- Born: Lionel O. Barthold March 20, 1926 Great Barrington, Massachusetts, U.S.
- Died: September 24, 2025 (aged 99) Lake George, New York, U.S.
- Education: Northwestern University
- Occupation: Electrical engineer

= Lionel Barthold =

American electrical engineer

Lionel O. Barthold (March 20, 1926 – September 24, 2025) was an American electrical engineer.

== Life and career ==
Barthold was born in Great Barrington, Massachusetts, and was raised in Winnetka, Illinois. He dropped out of high school, and worked as a radio officer during World War II. After the war ended, he attended Northwestern University, earning his degree in physics in 1950, which after earning his degree, he worked for Public Service Company of Indiana, and served in the United States Army during the Korean War.

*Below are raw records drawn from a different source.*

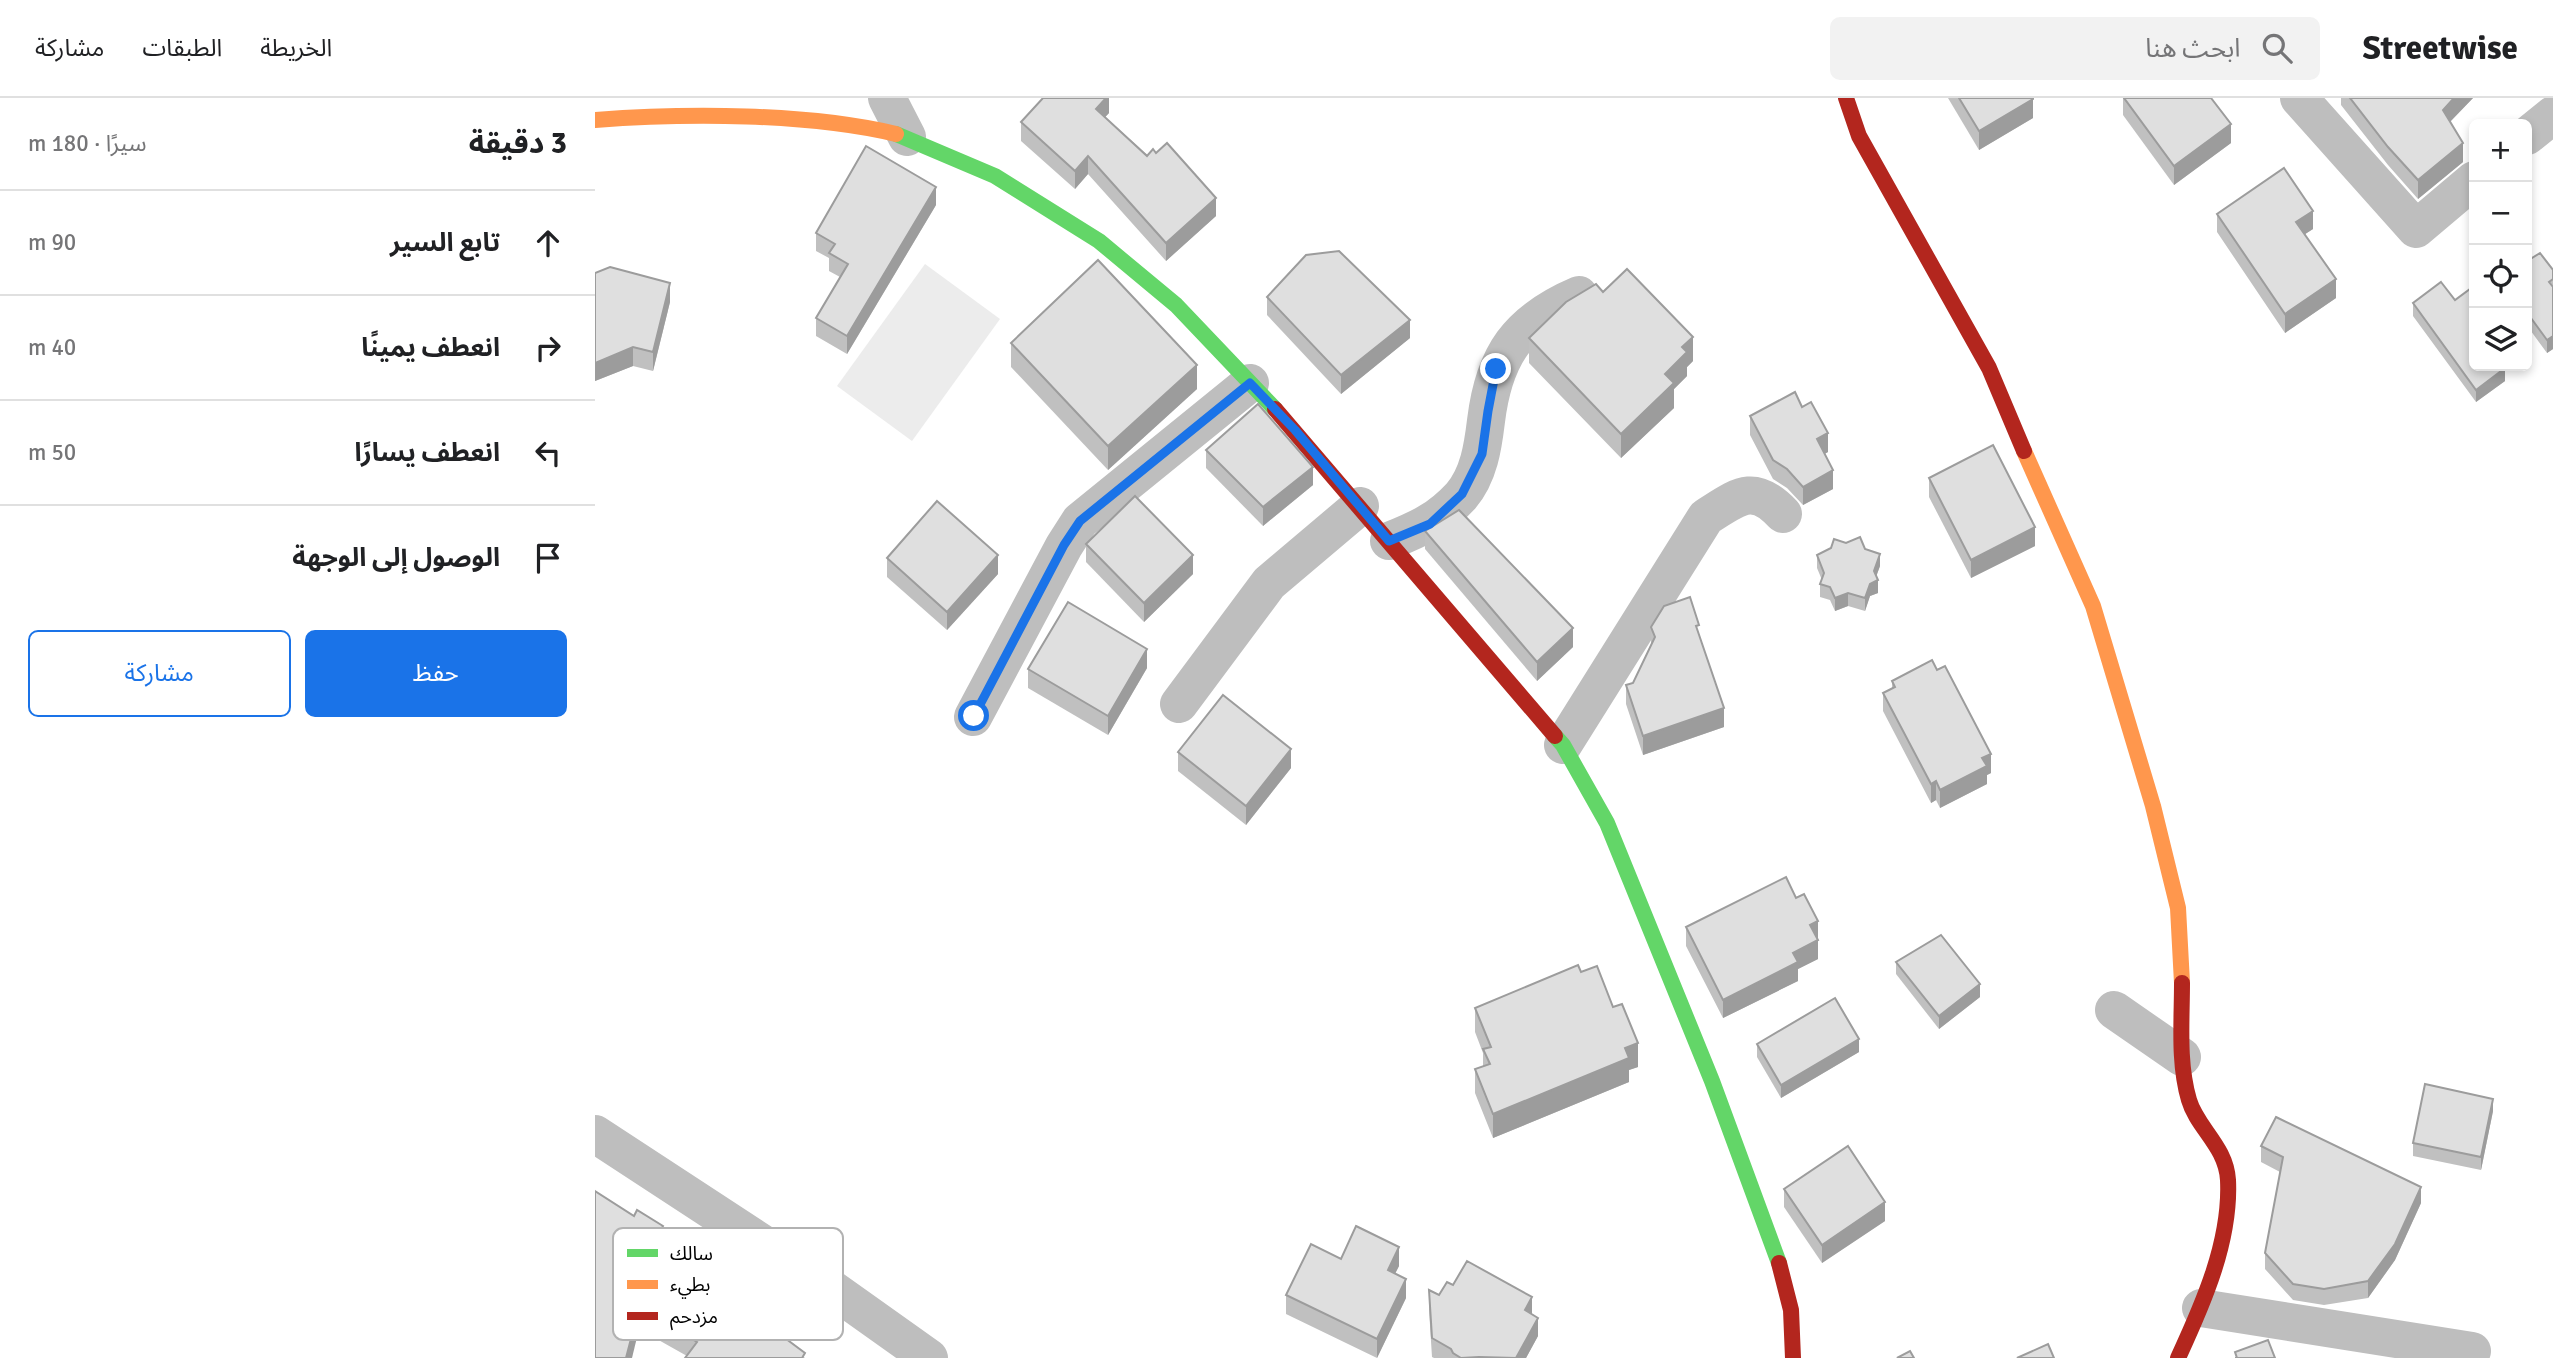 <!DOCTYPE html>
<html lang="ar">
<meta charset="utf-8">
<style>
:root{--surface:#fff;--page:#f2f2f2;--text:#202124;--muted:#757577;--line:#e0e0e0;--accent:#1a73e8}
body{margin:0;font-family:Signika,"Noto Sans Arabic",sans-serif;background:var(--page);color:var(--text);direction:rtl}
.controls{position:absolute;right:21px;top:21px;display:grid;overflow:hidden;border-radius:10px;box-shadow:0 4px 10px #0003}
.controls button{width:63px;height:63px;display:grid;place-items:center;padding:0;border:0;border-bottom:2px solid var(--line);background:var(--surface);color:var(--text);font:35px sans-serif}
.stop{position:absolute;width:21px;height:21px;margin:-16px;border:5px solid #1a73e8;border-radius:50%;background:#fff}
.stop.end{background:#1a73e8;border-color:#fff;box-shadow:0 2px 7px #0008}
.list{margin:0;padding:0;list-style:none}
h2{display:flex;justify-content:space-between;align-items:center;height:91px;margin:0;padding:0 28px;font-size:30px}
h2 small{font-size:23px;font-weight:400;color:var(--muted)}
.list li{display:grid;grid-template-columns:46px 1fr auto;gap:21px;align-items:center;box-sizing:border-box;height:105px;padding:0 28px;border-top:2px solid var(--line)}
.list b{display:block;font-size:26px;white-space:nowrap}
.list em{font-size:23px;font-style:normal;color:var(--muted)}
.actions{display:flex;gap:14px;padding:21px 28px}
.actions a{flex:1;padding:16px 0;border:2px solid var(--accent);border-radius:10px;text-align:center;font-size:24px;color:var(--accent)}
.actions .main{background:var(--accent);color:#fff}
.icon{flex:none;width:38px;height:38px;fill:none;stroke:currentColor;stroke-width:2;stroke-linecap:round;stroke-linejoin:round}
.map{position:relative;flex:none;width:1958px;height:1260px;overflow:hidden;direction:ltr}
header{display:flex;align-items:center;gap:42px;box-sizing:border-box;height:98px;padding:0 35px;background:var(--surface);border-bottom:2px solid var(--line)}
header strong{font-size:33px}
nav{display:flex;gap:38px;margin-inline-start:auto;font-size:24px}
.search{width:490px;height:63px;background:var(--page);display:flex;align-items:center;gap:18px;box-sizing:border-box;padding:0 24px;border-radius:10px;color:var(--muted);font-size:26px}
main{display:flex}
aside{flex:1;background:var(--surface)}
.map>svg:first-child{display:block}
</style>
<header>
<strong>Streetwise</strong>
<div class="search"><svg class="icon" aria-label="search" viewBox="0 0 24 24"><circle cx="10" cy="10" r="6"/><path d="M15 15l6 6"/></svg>ابحث هنا</div>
<nav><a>الخريطة</a><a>الطبقات</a><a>مشاركة</a></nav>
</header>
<main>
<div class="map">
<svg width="1958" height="1260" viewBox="0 0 1958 1260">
<rect width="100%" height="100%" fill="#fff"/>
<path fill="#ececec" d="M330 166 405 221 317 343 242 288Z"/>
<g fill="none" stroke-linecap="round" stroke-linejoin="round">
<g stroke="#bebebe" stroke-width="38">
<path d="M292 0 312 39"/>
<path d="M1704 0 1821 131 1879 82"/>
<path d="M1932 38 1958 17"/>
<path d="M794 443C824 431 844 422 866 398 884 377 888 348 891 323 899 257 923 223 984 197"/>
<path d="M584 606 674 485 765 408"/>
<path d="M378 619 469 448 485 423 655 285"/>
<path d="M968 647 1111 419C1143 399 1158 384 1188 416"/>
<path d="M1519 912 1587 959"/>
<path d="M0 1036 237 1191 334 1260"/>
<path d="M1606 1210 1877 1253"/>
</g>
<g stroke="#63d668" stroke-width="16">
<path d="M301 36 400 78 504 143 581 207 680 311"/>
<path d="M960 638 968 647 1012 725 1117 983 1184 1165"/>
</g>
<g stroke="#ff974d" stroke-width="16">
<path d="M0 22C92 15 212 15 301 36"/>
<path d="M1429 353 1498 508 1558 708 1583 810 1587 885"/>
</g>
<g stroke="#b3261e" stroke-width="16">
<path d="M1251 0 1264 38 1394 270 1429 353"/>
<path d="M680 311 960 638"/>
<path d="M1184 1165 1196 1212 1198 1260"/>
<path d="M1583 1260C1608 1206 1636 1143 1633 1082 1631 1048 1602 1030 1594 1002 1583 965 1587 923 1587 885"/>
</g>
</g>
<g fill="#c0c0c0">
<path d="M514 0V15L510 19 621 118 571 163 493 76 480 91 426 43V24Z"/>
<path d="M1353 0H1438V20L1384 52Z"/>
<path d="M1528 0H1616L1636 45 1579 87 1528 17Z"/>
<path d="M1746 0H1878L1855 24 1868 64 1823 101 1793 67 1746 7Z"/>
<path d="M341 107 252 256 221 238V220L245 179 234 173V160L221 153V135Z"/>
<path d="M1622 116 1718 131 1710 136 1741 200 1690 235 1622 134Z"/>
<path d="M1932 154 1937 160 1958 172V251L1952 255 1933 229 1932 230Z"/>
<path d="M0 175 75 204 58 273 38 268 0 283Z"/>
<path d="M1008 194 1098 263 1092 269V278L1079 291V310L1026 360 934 265V240Z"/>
<path d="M672 199 815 240 746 296 672 217Z"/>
<path d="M1818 205 1879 268 1910 283 1881 304 1818 218Z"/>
<path d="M416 245 602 291 513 372 416 269Z"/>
<path d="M1155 318 1233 354 1229 356 1238 391 1208 407 1192 390 1178 381 1155 337Z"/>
<path d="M611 352 718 387 668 428 611 370Z"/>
<path d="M1334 380 1440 448 1376 480 1334 399Z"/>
<path d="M830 433 978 549 942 583 830 451Z"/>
<path d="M491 446 598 476 549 524 491 464Z"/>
<path d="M1236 450 1270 451 1285 468 1281 479 1283 495 1275 498 1270 513 1253 508 1240 513 1235 502 1225 499V486L1227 482 1222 470V457Z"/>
<path d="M292 460 403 476 352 532 292 479Z"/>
<path d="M1056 529 1104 538 1129 629 1048 657 1031 606V587L1038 585 1056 546Z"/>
<path d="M552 570 513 637 433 590V571Z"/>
<path d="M1297 583 1396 675 1392 677V686L1345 710 1341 702 1336 705 1288 613V595L1297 590Z"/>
<path d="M583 654 696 670 651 727 583 673Z"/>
<path d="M1091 829 1223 841V861L1203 871V883L1128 920 1091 848Z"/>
<path d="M1301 864 1385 899 1344 931 1301 876Z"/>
<path d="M986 874 1043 969 1034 972V984L898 1040 880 995V971L888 968V955L880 934V910Z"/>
<path d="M1162 946 1264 954 1186 1000 1162 959Z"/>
<path d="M1898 1013 1886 1072 1818 1058V1045Z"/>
<path d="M1666 1048 1826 1105 1800 1162 1773 1200 1729 1207 1698 1202 1670 1171V1155L1685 1074 1666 1064Z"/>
<path d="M1189 1091 1290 1123 1227 1165 1189 1109Z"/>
<path d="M39 1118 68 1135 108 1180 210 1260 92 1258 44 1231Z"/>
<path d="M746 1161 804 1168 800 1175 811 1200 782 1260 691 1216V1197Z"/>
<path d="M858 1187 937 1216 943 1238 931 1260H839L837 1259 834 1211V1192L844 1197Z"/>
</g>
<g fill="#9c9c9c">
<path d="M511 0H514V15L501 29V11Z"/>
<path d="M1859 0H1878L1848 31V12Z"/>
<path d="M1438 1V20L1384 52V33Z"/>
<path d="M1636 26V45L1579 87V68Z"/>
<path d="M1868 45V64L1823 101V82Z"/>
<path d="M493 58V76L480 91V73Z"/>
<path d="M341 89V107L252 256V238Z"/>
<path d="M621 100V118L571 163V145Z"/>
<path d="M1718 113V131L1701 142V124Z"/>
<path d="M1741 181V200L1690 235V216Z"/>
<path d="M75 185V204L58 273V254Z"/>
<path d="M815 222V240L746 296V277Z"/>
<path d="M1958 238V251L1952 255V242Z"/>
<path d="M1098 239V263L1092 269V278L1079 291V310L1026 360V336L1087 249Z"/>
<path d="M38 249V268L0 283V265Z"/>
<path d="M602 267V291L513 372V348Z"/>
<path d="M1910 270V283L1881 304V292Z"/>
<path d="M1233 335V354L1222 360V341Z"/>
<path d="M718 369V387L668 428V409Z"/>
<path d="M1238 372V391L1208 407V389Z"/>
<path d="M1440 429V448L1376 480V462Z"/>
<path d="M1285 456V468L1279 484 1283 482V495L1275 498 1270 513V500Z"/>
<path d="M403 457V476L352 532V514Z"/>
<path d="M598 457V476L549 524V505Z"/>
<path d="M1253 495V508L1240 513V500Z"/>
<path d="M978 530V549L942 583V564Z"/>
<path d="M552 551V570L513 637V618Z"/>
<path d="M1129 610V629L1048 657V638Z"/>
<path d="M696 651V670L651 727V708Z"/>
<path d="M1396 656V675L1392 677V686L1345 710V692L1387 660Z"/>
<path d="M1341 683V702L1336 705V686Z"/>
<path d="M1223 823V841L1215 846V827Z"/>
<path d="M1223 842V861L1203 871V883L1128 920V902L1198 855Z"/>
<path d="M1385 886V899L1344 931V918Z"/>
<path d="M1264 941V954L1186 1000V987Z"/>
<path d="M1043 945V969L1034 972V984L898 1040V1016L1030 950Z"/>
<path d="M1898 1001V1013L1886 1072V1059Z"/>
<path d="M1826 1089V1105L1800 1162 1773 1200V1183Z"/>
<path d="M1290 1104V1123L1227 1165V1147Z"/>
<path d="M804 1149V1168L793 1190V1172Z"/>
<path d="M108 1158V1179L100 1173Z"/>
<path d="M811 1181V1200L782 1260V1241Z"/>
<path d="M937 1199V1218L930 1212Z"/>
<path d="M44 1210V1231L37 1260H31Z"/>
<path d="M943 1220V1238L931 1260H921Z"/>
</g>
<g fill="#dfdfdf" stroke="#9c9c9c" stroke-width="2">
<path d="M448 0H511L501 11 552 58 558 51 561 55 572 45 621 100 571 145 493 58 480 73 426 24Z"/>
<path d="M1364 0H1438V1L1384 33Z"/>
<path d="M1529 0H1616L1636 26 1579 68Z"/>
<path d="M1755 0H1859L1848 12 1868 45 1823 82 1793 49Z"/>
<path d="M271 48 341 89 252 238 221 220 253 166 234 155 240 146 221 135Z"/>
<path d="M1689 70 1718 113 1701 124 1741 181 1690 216 1622 116Z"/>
<path d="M744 153 815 222 746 277 672 199 711 157Z"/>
<path d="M1932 154 1937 160 1945 155 1958 172V181L1954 184 1958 189V238L1952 242 1933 216 1932 217Z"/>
<path d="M503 162 602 267 513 348 416 245Z"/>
<path d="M15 169 75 185 58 254 38 249 0 265V175Z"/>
<path d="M1032 171 1098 239 1087 249 1092 254 1070 276 1079 285 1026 336 934 240 971 204 1001 186 1008 194Z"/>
<path d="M1846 184 1860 202 1879 188V268H1908L1910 270 1881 292 1818 205Z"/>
<path d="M1200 294 1207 309 1216 304 1233 335 1222 341 1238 372 1208 389 1192 371 1178 362 1155 318Z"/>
<path d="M663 306 718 369 668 409 611 352Z"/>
<path d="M1398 347 1440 429 1376 462 1334 380Z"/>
<path d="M540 398 598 457 549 505 491 446Z"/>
<path d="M342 403 403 457 352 514 292 460Z"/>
<path d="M864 412 978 530 942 564 830 433Z"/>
<path d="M1265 439 1270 451 1285 456 1279 473 1283 482 1275 486 1270 500 1253 495 1240 500 1235 489 1225 486 1229 475 1222 457 1236 450 1239 441 1251 445Z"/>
<path d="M1095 499 1104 527 1101 528 1129 610 1048 638 1031 587 1038 585 1060 539 1056 529 1069 508Z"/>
<path d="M473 504 552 551 513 618 433 571Z"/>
<path d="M1337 562 1342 572 1350 568 1396 656 1387 660 1392 668 1345 692 1341 683 1336 686 1288 595 1300 589 1297 583Z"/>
<path d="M628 597 696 651 651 708 583 654Z"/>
<path d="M1191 779 1201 800 1209 796 1223 823 1215 827 1223 842 1198 855 1203 864 1128 902 1091 829Z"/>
<path d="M1346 837 1385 886 1344 918 1301 864Z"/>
<path d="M983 867 986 874 1002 868 1018 909 1027 906 1043 945 1030 950 1034 960 898 1016 880 971 895 966 888 951 896 949 880 910Z"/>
<path d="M1240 900 1264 941 1186 987 1162 946Z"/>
<path d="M1830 986 1898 1001 1886 1059 1818 1045Z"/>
<path d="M1681 1019 1826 1089 1800 1146 1773 1183 1729 1191 1698 1186 1670 1155 1688 1059 1666 1048Z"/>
<path d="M1253 1048 1290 1104 1227 1147 1189 1091Z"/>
<path d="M0 1093 39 1118 42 1112 68 1128 65 1133 108 1158 100 1173 210 1255 207 1260H90L102 1244 44 1210 31 1260H0Z"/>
<path d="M761 1128 804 1149 793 1172 811 1181 782 1241 691 1197 716 1146 746 1161Z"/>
<path d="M872 1163 937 1199 930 1212 943 1220 921 1260 884 1259 866 1260 858 1255 856 1251 837 1240 834 1192 844 1197 852 1184 858 1187Z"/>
<path d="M1673 1242 1680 1260H1640H1642L1640 1254Z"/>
<path d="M1453 1246 1459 1260H1422Z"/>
<path d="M1315 1253 1319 1260H1302Z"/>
</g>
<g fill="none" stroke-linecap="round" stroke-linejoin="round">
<path stroke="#1a73e8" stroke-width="9" d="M379 618 469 447 485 423 655 285 700 332 794 443 835 426 867 396 887 356 893 313 901 271"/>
</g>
<rect x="18" y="1130" width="230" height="112" rx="10" fill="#fff" stroke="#b2b2b2" stroke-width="2"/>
<rect x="32" y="1151" width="31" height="8" fill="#63d668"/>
<rect x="32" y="1182" width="31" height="9" fill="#ff974d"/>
<rect x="32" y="1214" width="31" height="8" fill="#b3261e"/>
<g font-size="19" fill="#000">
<text x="75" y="1162">سالك</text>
<text x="75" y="1193">بطيء</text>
<text x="75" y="1225">مزدحم</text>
</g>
</svg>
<div class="controls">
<button>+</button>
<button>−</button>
<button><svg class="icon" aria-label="locate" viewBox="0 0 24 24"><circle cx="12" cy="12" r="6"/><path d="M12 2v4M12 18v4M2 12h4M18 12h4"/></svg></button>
<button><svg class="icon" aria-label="layers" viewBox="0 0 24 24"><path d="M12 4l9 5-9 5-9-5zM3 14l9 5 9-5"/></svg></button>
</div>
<div class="stop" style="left:379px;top:618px"></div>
<div class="stop end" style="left:901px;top:271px"></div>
</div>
<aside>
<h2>3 دقيقة<small>سيرًا · 180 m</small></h2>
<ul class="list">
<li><svg class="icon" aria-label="ahead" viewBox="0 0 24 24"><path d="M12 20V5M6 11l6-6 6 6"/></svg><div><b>تابع السير</b></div><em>90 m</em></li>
<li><svg class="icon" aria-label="right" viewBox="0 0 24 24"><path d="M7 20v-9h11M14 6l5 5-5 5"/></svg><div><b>انعطف يمينًا</b></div><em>40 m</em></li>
<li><svg class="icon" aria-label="left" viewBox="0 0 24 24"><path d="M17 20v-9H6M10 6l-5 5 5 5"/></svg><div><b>انعطف يسارًا</b></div><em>50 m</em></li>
<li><svg class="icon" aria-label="arrive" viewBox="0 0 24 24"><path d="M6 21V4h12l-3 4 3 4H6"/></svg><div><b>الوصول إلى الوجهة</b></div></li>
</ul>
<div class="actions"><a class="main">حفظ</a><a>مشاركة</a></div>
</aside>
</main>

Barthold worked as a cadet engineer at the General Electric Company until his resignation in 1969. After resigning, he established Power Technologies Inc. (PTI) in Schenectady, New York. In 1972, he was named a fellow of the Institute of Electrical and Electronics Engineers, "for contributions to EHV and UHV technology". In 1986, he retired as president from PTI, and in 1987, he was elected as a member of the National Academy of Engineering.

== Death ==
Barthold died in Lake George, New York on September 24, 2025, at the age of 99.